__Exercise brief__:
The lines to extract run from the start of the records through the line with "Write the network", both ends included; drop the pictures.

(Dataset entries)
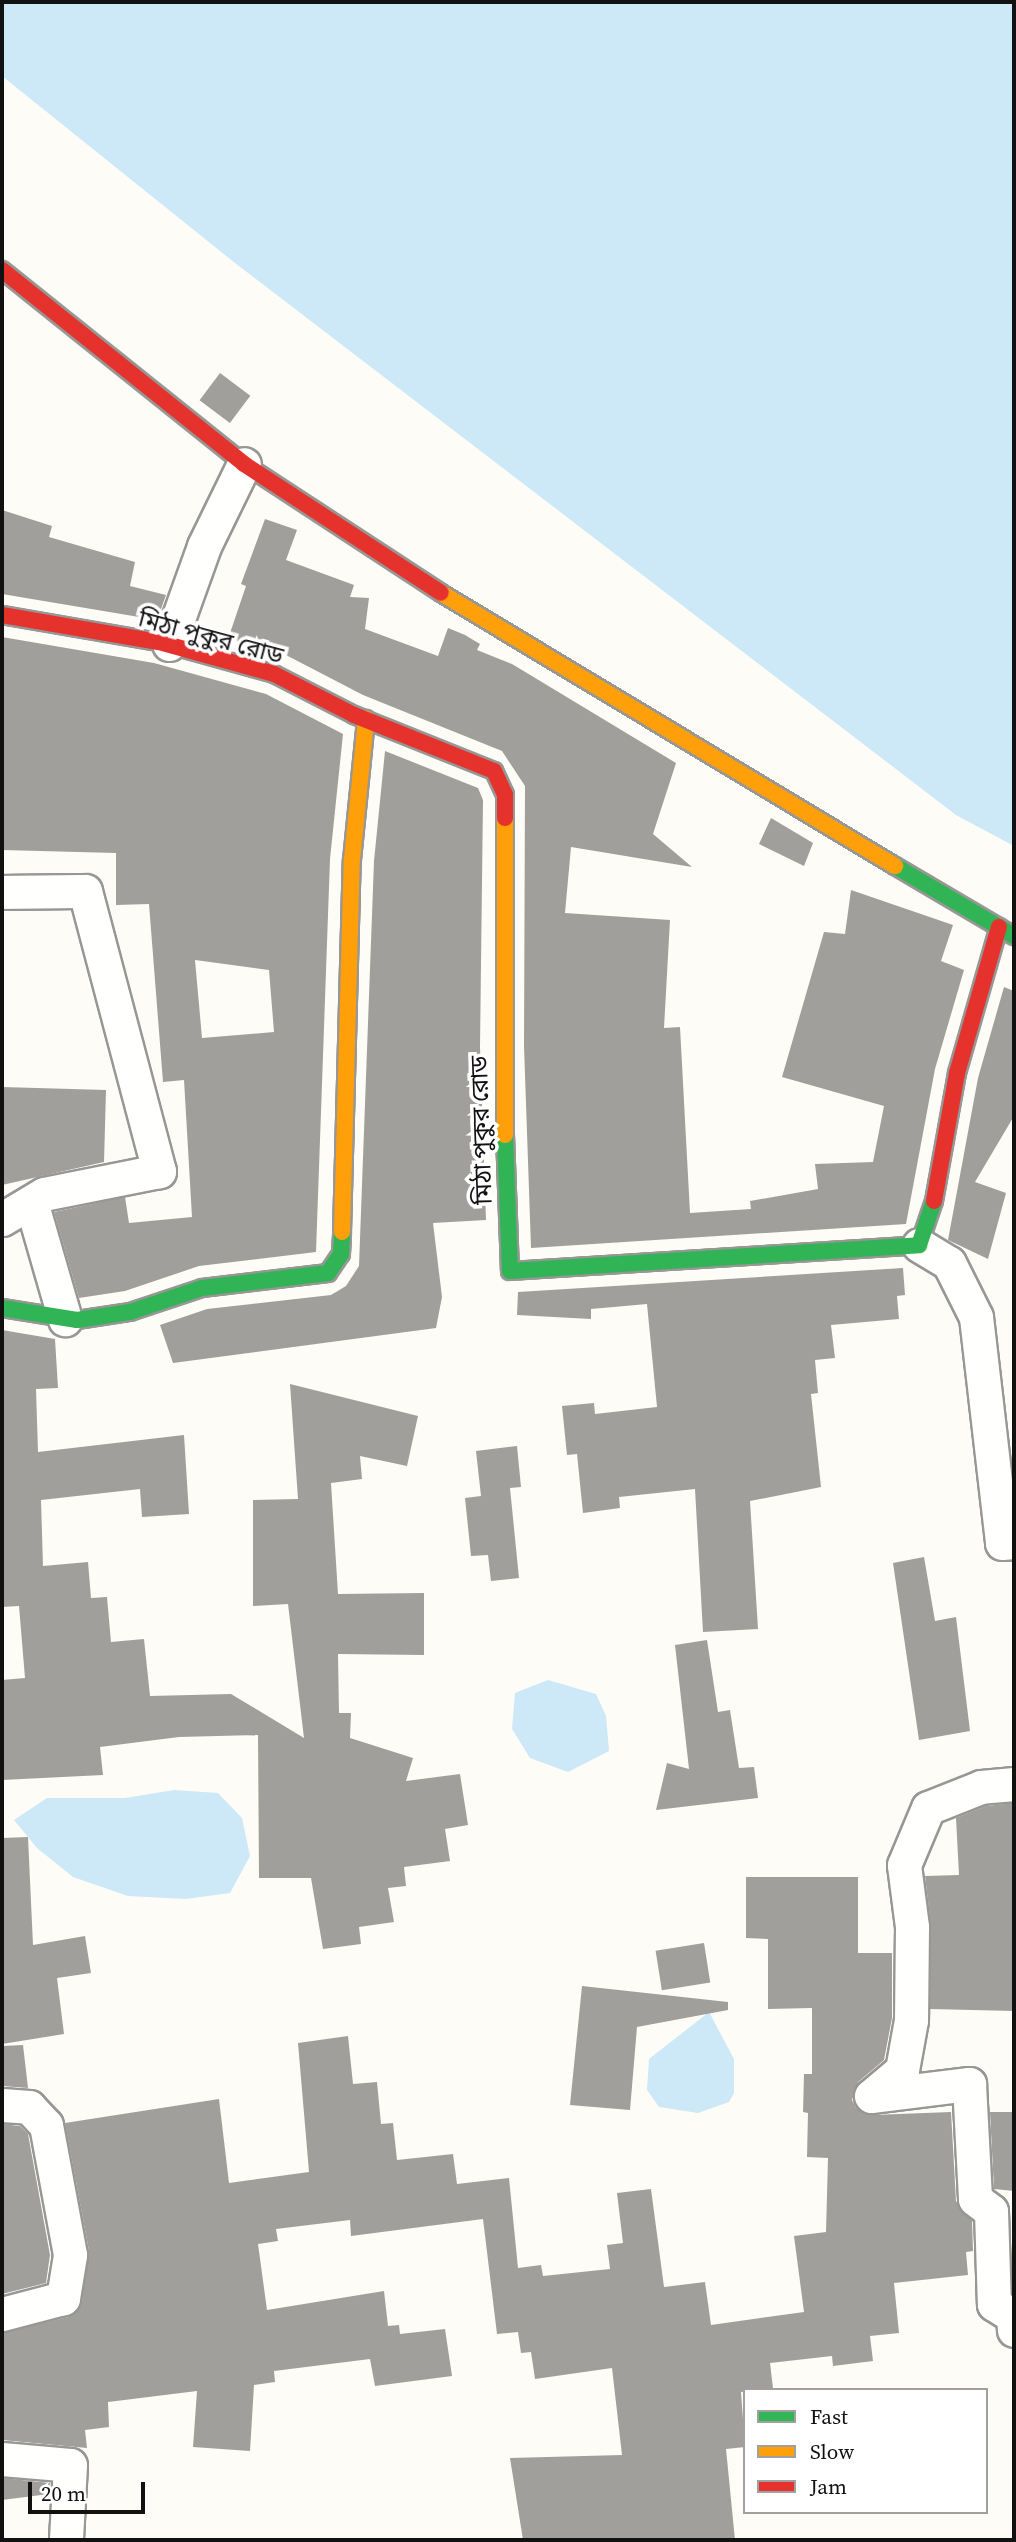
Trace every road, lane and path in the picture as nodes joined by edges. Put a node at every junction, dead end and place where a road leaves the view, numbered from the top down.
1 (2, 270) edge
2 (244, 464) junction
3 (2, 618) edge
4 (169, 644) junction
5 (366, 719) junction
6 (2, 892) edge
7 (999, 928) junction
8 (1014, 936) edge
9 (32, 1205) junction
10 (2, 1219) edge
11 (919, 1245) junction
12 (2, 1308) edge
13 (65, 1319) junction
14 (1014, 1542) edge
15 (1014, 1784) edge
16 (2, 2105) edge
17 (2, 2314) edge
18 (1014, 2330) edge
19 (2, 2459) edge
20 (66, 2540) edge

1 - 2 street
2 - 4 street
2 - 7 street
3 - 4 street, মিঠা পুকুর রোড
4 - 5 street, মিঠা পুকুর রোড
5 - 11 street, মিঠা পুকুর রোড
5 - 13 street
6 - 9 street
7 - 8 street
7 - 11 street
9 - 10 street
9 - 13 street
11 - 14 street
12 - 13 street
15 - 18 street
16 - 17 street
19 - 20 street

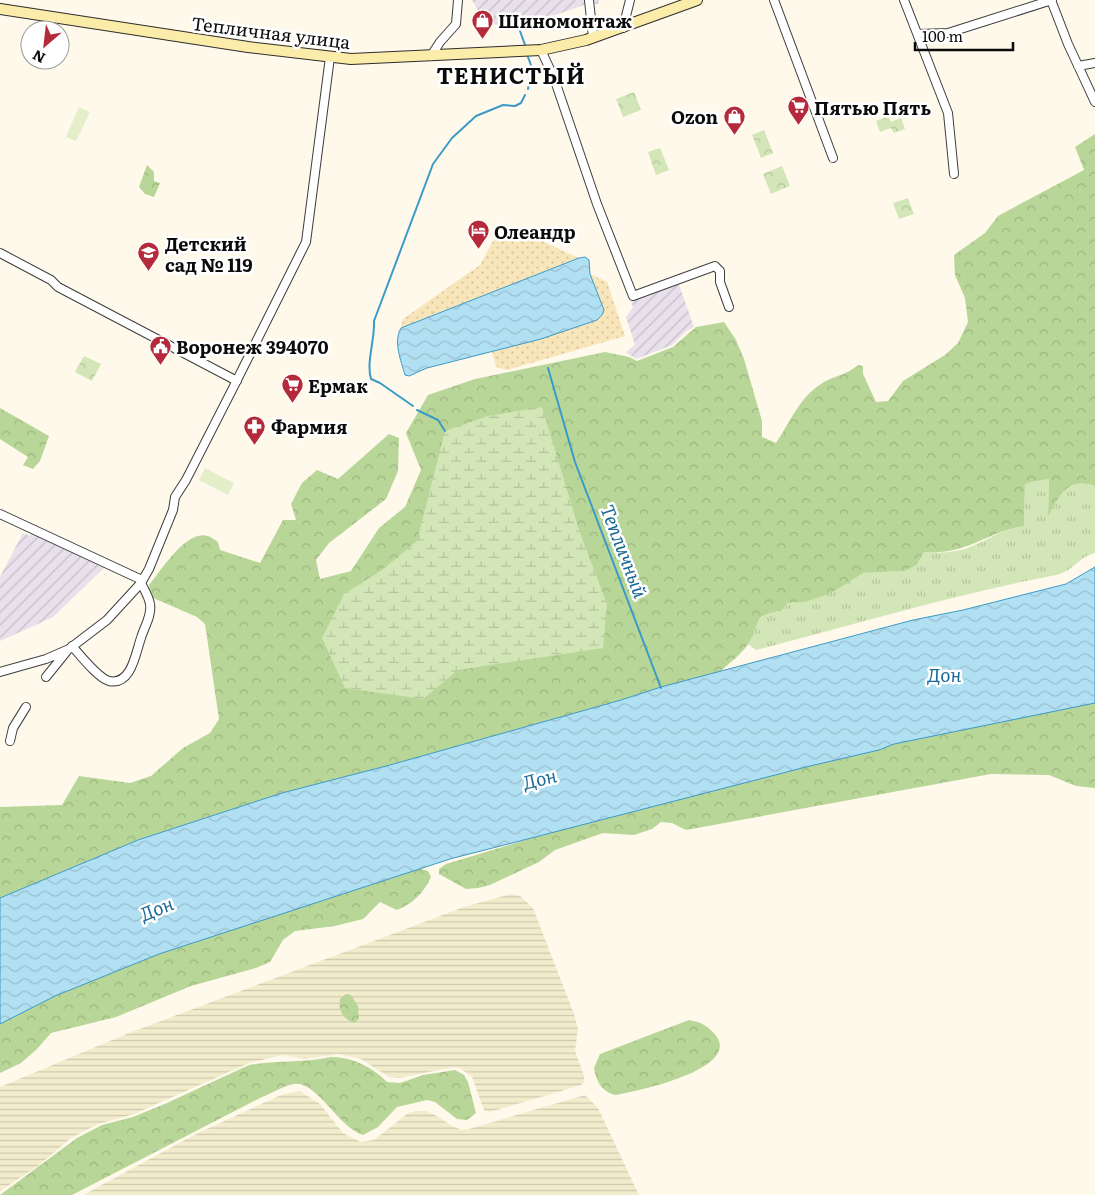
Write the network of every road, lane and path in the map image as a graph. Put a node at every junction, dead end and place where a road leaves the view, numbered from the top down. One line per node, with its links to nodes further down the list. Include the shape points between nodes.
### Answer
1 (458, 0): 13 (street, via 456,24)
2 (589, 0): 11 (street)
3 (630, 0): 9 (street)
4 (697, 0): 9 (street, Тепличная улица)
5 (774, 0): 18 (street)
6 (904, 0): 10 (street)
7 (1052, 0): 10 (street, via 948,33); 16 (street)
8 (0, 9): 14 (street, Тепличная улица)
9 (623, 28): 11 (street, Тепличная улица)
10 (918, 34): 19 (street, via 948,113)
11 (593, 38): 12 (street, Тепличная улица)
12 (541, 50): 13 (street, Тепличная улица); 21 (street, via 633,296 715,266 720,271 720,282)
13 (431, 56): 14 (street, Тепличная улица)
14 (330, 57): 22 (street, via 306,242)
15 (1095, 63): 16 (street)
16 (1078, 66): 17 (street)
17 (1095, 102)
18 (833, 158)
19 (954, 174)
20 (0, 253): 22 (street)
21 (729, 307)
22 (237, 381): 24 (street, via 175,497 173,510)
23 (0, 514): 24 (street)
24 (142, 581): 25 (street, via 107,620); 25 (street, via 150,612 128,672 119,680 110,681)
25 (70, 648): 26 (street, via 46,659); 27 (street)
26 (0, 672)
27 (46, 677)
28 (26, 707): 29 (street, via 13,728)
29 (10, 741)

__Answer box__:
Trace every road, lane and path in the picture as nodes joined by edges. Put a node at every junction, dead end and place where a road leaves the view, numbered from the top down.
1 (2, 270) edge
2 (244, 464) junction
3 (2, 618) edge
4 (169, 644) junction
5 (366, 719) junction
6 (2, 892) edge
7 (999, 928) junction
8 (1014, 936) edge
9 (32, 1205) junction
10 (2, 1219) edge
11 (919, 1245) junction
12 (2, 1308) edge
13 (65, 1319) junction
14 (1014, 1542) edge
15 (1014, 1784) edge
16 (2, 2105) edge
17 (2, 2314) edge
18 (1014, 2330) edge
19 (2, 2459) edge
20 (66, 2540) edge

1 - 2 street
2 - 4 street
2 - 7 street
3 - 4 street, মিঠা পুকুর রোড
4 - 5 street, মিঠা পুকুর রোড
5 - 11 street, মিঠা পুকুর রোড
5 - 13 street
6 - 9 street
7 - 8 street
7 - 11 street
9 - 10 street
9 - 13 street
11 - 14 street
12 - 13 street
15 - 18 street
16 - 17 street
19 - 20 street

Write the network of every road, lane and path in the map image as a graph. Put a node at every junction, dead end and place where a road leaves the view, numbered from the top down. One line per node, with its links to nodes further down the list. Include the shape points between nodes.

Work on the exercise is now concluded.